The challenge creates a character device that can be interacted from userspace using ioctl calls. There are two available options in the device. First one is to allocate a chunk in heap and storing that pointer as a global variable and stores the size as an unsigned char at the first byte of the allocated chunk. Second is an edit functionality to put data into the chunk we allocated with the first option. The alloc option can be only called once and the edit option can be called twice.
The bug is in the alloc function where the size of the chunk is taken from a pointer to userspace without copying it to kernel. So there is no guarantee the value at that pointer will remain same during the execution of the alloc function. If userspace calls the ioctl and triggers the alloc and at the same time, in a seperate thread if the size is modified, and this modfication is done after kernel has allocated the chunk but before it wrote the value to the chunk's first byte, userspace can then use the edit function to overflow from the chunk to next chunk since the size used for edit is different from size used for allocation.

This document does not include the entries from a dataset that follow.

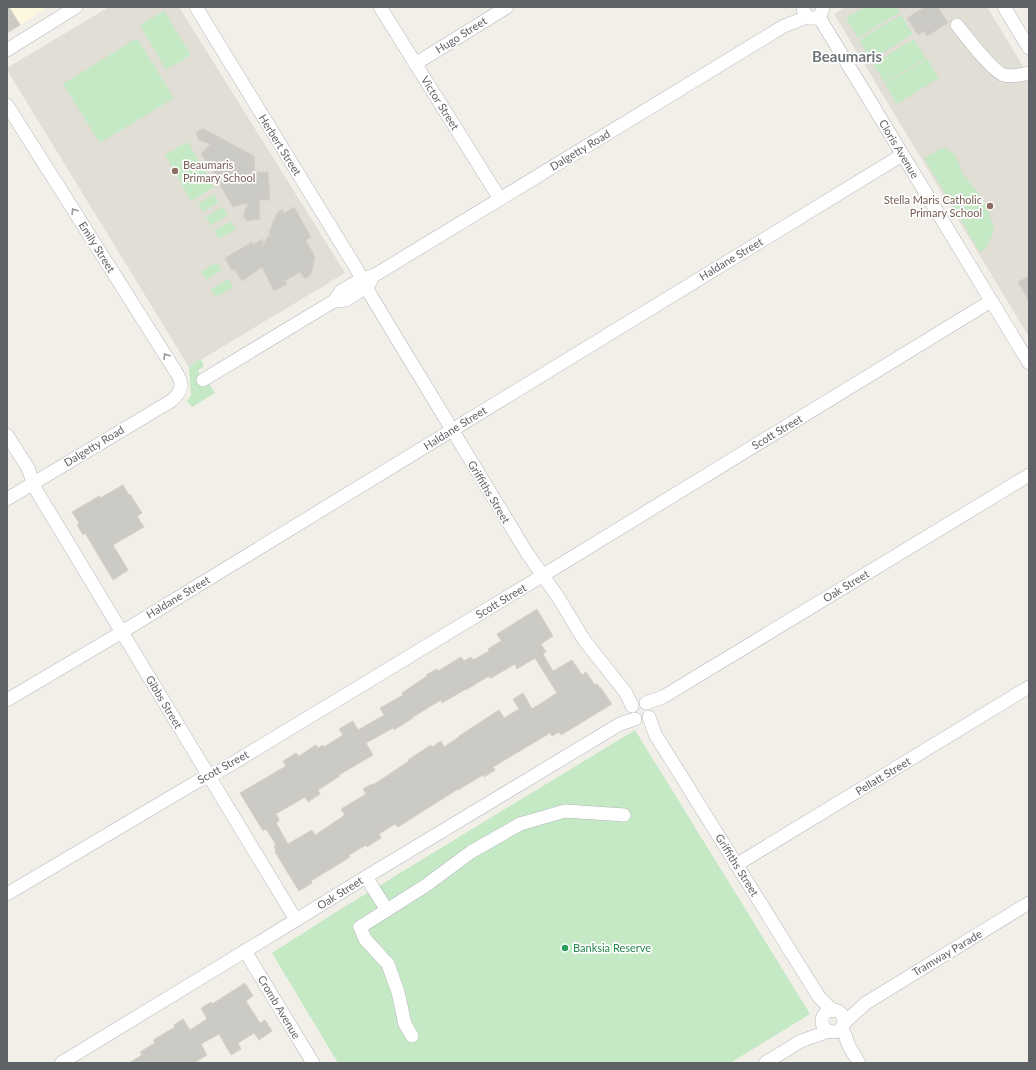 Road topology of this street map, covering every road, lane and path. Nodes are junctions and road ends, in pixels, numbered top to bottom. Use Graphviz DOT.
graph roads {
  1 [pos="76,7"];
  2 [pos="196,7"];
  3 [pos="380,7"];
  4 [pos="507,7"];
  5 [pos="1004,7"];
  6 [pos="811,11"];
  7 [pos="55,13"];
  8 [pos="957,25"];
  9 [pos="1029,48"];
  10 [pos="7,50"];
  11 [pos="415,64"];
  12 [pos="1029,73"];
  13 [pos="7,105"];
  14 [pos="902,155"];
  15 [pos="500,199"];
  16 [pos="364,283"];
  17 [pos="991,301"];
  18 [pos="1029,363"];
  19 [pos="204,380"];
  20 [pos="180,391"];
  21 [pos="451,430"];
  22 [pos="7,435"];
  23 [pos="1029,475"];
  24 [pos="34,483"];
  25 [pos="7,499"];
  26 [pos="542,576"];
  27 [pos="122,632"];
  28 [pos="1029,687"];
  29 [pos="7,700"];
  30 [pos="640,711"];
  31 [pos="208,775"];
  32 [pos="624,815"];
  33 [pos="736,865"];
  34 [pos="366,877"];
  35 [pos="7,894"];
  36 [pos="1029,903"];
  37 [pos="387,910"];
  38 [pos="296,920"];
  39 [pos="245,951"];
  40 [pos="833,1021"];
  41 [pos="412,1036"];
  42 [pos="61,1063"];
  43 [pos="313,1063"];
  44 [pos="765,1063"];
  45 [pos="859,1063"];
  1 -- 7 [label="street"];
  2 -- 16 [label="street, Herbert Street"];
  3 -- 11 [label="street, Victor Street"];
  4 -- 11 [label="street, Hugo Street"];
  5 -- 9 [label="street"];
  6 -- 14 [label="street, Cloris Avenue"];
  6 -- 15 [label="street, Dalgetty Road"];
  7 -- 10 [label="street"];
  8 -- 12 [label="street"];
  11 -- 15 [label="street, Victor Street"];
  20 -- 13 [label="street, Emily Street, one-way"];
  14 -- 17 [label="street, Cloris Avenue"];
  14 -- 21 [label="street, Haldane Street"];
  15 -- 16 [label="street, Dalgetty Road"];
  16 -- 19 [label="street, Dalgetty Road"];
  16 -- 21 [label="street, Griffiths Street"];
  17 -- 18 [label="street, Cloris Avenue"];
  17 -- 26 [label="street, Scott Street"];
  20 -- 24 [label="street, Dalgetty Road"];
  21 -- 26 [label="street, Griffiths Street"];
  21 -- 27 [label="street, Haldane Street"];
  22 -- 24 [label="street, Gibbs Street"];
  23 -- 30 [label="street, Oak Street"];
  24 -- 25 [label="street, Dalgetty Road"];
  24 -- 27 [label="street, Gibbs Street"];
  26 -- 30 [label="street, Griffiths Street"];
  26 -- 31 [label="street, Scott Street"];
  27 -- 29 [label="street, Haldane Street"];
  27 -- 31 [label="street, Gibbs Street"];
  28 -- 33 [label="street, Pellatt Street"];
  30 -- 33 [label="street, Griffiths Street"];
  30 -- 34 [label="street, Oak Street"];
  31 -- 35 [label="street, Scott Street"];
  31 -- 38 [label="street, Gibbs Street"];
  32 -- 37 [label="street"];
  33 -- 40 [label="street, Griffiths Street"];
  34 -- 37 [label="street"];
  34 -- 38 [label="street, Oak Street"];
  36 -- 40 [label="street, Tramway Parade"];
  37 -- 41 [label="street"];
  38 -- 39 [label="street, Oak Street"];
  39 -- 42 [label="street, Oak Street"];
  39 -- 43 [label="street, Cromb Avenue"];
  40 -- 44 [label="street, Tramway Parade"];
  40 -- 45 [label="street, Griffiths Street"];
}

Since the chunk is in kmalloc-64, we have a limited number of structures that we can use as a target. user_key_payload is a good target since we can use it to leak kernel address as well as get rip control. First we need to bypass the freelist randomization. To do this also, we will use user_key_payload. We spray user_key_payload until the page is almost full. Now we use the alloc option to allocate a chunk in the same page while triggering the bug so the size is now a larger value than the one used for allocation. Next we spray more user_key_payload to completely fill the page.

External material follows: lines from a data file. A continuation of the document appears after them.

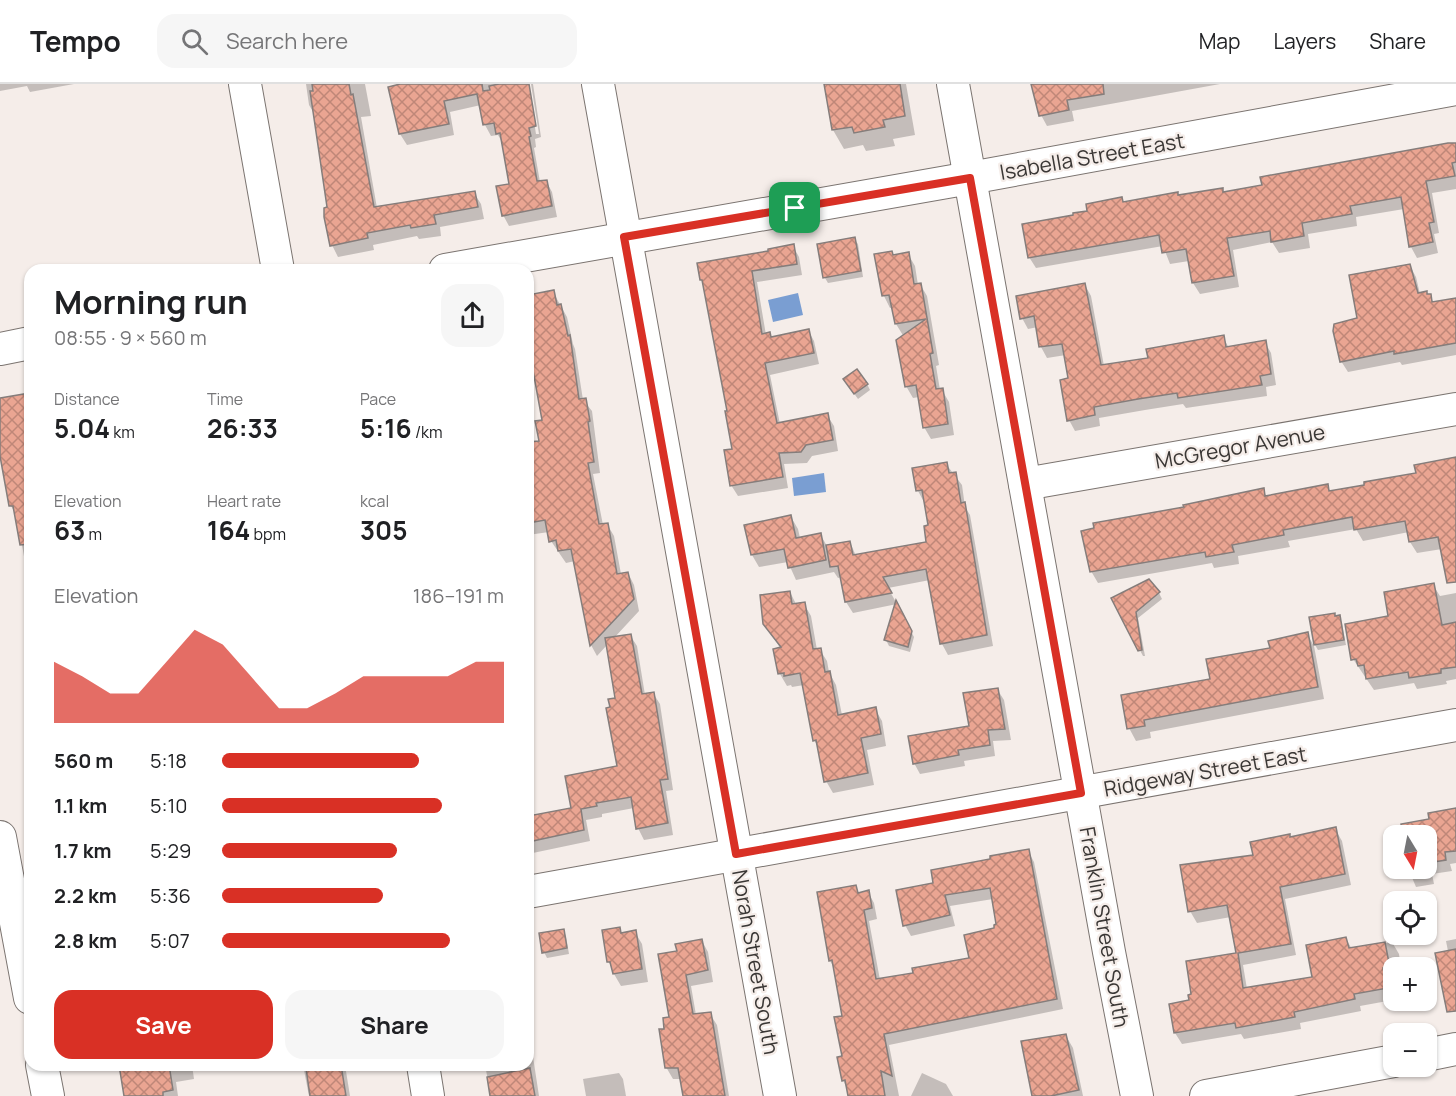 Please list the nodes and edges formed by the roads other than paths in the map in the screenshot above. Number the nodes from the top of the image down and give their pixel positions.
1 (245, 84) edge
2 (598, 84) edge
3 (953, 84) edge
4 (1456, 89) edge
5 (970, 178) junction
6 (624, 237) junction
7 (277, 264) edge
8 (477, 264) edge
9 (24, 345) edge
10 (0, 349) edge
11 (1456, 409) edge
12 (1025, 484) junction
13 (1456, 725) edge
14 (1081, 793) junction
15 (0, 837) edge
16 (736, 854) junction
17 (534, 890) edge
18 (22, 988) edge
19 (1456, 1049) edge
20 (1437, 1053) edge
21 (1383, 1063) edge
22 (43, 1071) edge
23 (424, 1071) edge
24 (48, 1096) edge
25 (428, 1096) edge
26 (780, 1096) edge
27 (1137, 1096) edge
28 (1206, 1096) edge

1 - 7 street
2 - 6 street, Norah Street South
3 - 5 street, Franklin Street South
4 - 5 street, Isabella Street East
5 - 6 street, Isabella Street East
5 - 12 street, Franklin Street South
6 - 8 street, Isabella Street East
6 - 16 street, Norah Street South
9 - 10 street
11 - 12 street, McGregor Avenue
12 - 14 street, Franklin Street South
13 - 14 street, Ridgeway Street East
14 - 16 street, Ridgeway Street East
14 - 27 street, Franklin Street South
15 - 18 street
16 - 17 street, Ridgeway Street East
16 - 26 street, Norah Street South
19 - 20 street
21 - 28 street
22 - 24 street
23 - 25 street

In this stage, we will have our chunk in between a lot of user_key_paylods. Since the device doesn't provide any functionality to read data, we will use keyctl's KEYCTL_READ operation to get our leaks. Our goal with the overflow is to overwrite the size field of the user_key_payload next to our chunk so that we can use keyctl read on that user_key_payload to leak pointers from user_key_payloads next to that. Since the order in which the sprayed keys got allocated is random, we need a way to know which key is the one we will be overwriting. To do this, we do keyctl read on all the keys and see their return value. The one with the size that we faked will be our traget.
To get leaks, we need to call KEYCTL_UPDATE on all other keys so that their rcu field gets filled with a function pointer. After this, we do keyctl read on the target key so that it leaks the pointers from key right next to it. This way we get kernel base.

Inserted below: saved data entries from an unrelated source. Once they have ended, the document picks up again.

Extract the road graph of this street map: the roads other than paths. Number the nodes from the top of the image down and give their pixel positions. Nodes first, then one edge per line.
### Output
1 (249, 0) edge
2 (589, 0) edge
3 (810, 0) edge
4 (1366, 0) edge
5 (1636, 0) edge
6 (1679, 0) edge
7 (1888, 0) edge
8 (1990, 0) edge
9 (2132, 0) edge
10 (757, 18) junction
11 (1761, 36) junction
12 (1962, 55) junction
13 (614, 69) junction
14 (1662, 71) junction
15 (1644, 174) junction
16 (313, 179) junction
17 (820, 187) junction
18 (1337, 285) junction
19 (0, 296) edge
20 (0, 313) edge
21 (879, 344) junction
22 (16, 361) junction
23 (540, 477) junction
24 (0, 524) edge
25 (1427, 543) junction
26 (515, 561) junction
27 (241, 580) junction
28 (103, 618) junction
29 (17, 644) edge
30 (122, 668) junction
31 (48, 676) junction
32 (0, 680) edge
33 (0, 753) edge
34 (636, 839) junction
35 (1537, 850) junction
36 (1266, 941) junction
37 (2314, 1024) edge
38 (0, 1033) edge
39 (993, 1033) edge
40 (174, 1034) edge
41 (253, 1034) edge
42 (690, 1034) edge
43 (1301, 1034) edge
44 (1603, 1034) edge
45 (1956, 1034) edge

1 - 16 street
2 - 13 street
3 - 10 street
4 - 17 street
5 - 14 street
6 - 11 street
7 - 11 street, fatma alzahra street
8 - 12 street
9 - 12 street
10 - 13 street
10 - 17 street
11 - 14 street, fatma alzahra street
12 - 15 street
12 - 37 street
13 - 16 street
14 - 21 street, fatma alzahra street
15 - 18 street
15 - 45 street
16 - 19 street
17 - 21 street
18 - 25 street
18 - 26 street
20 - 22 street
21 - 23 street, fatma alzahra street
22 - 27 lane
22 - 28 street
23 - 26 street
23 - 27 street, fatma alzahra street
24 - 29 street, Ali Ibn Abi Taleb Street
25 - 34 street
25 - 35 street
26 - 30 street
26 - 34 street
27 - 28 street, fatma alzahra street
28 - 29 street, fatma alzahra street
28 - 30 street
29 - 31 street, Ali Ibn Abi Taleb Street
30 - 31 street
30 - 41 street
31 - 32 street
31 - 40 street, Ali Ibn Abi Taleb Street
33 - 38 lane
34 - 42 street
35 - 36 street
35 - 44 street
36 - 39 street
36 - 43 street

Our next goal is to get rip control. We can again make use of the rcu pointers that are written to the key when we call UPDATE on it. These rcu pointers are called after a specific amount of time. So if we are to overwrite it once the update writes it on the key and before it gets called, we get rip control.
To do this, we use the edit option one more time. We call keyctl update on the target, then immediately do edit to overwrite the rcu pointer. Now when rcu pointer is called, we get rip control.
Since the device uses userspace memory directly, SMAP is disabled. Because of this, we can just do a stack pivot to userspace and execute a ROP chain to get root and read the flag.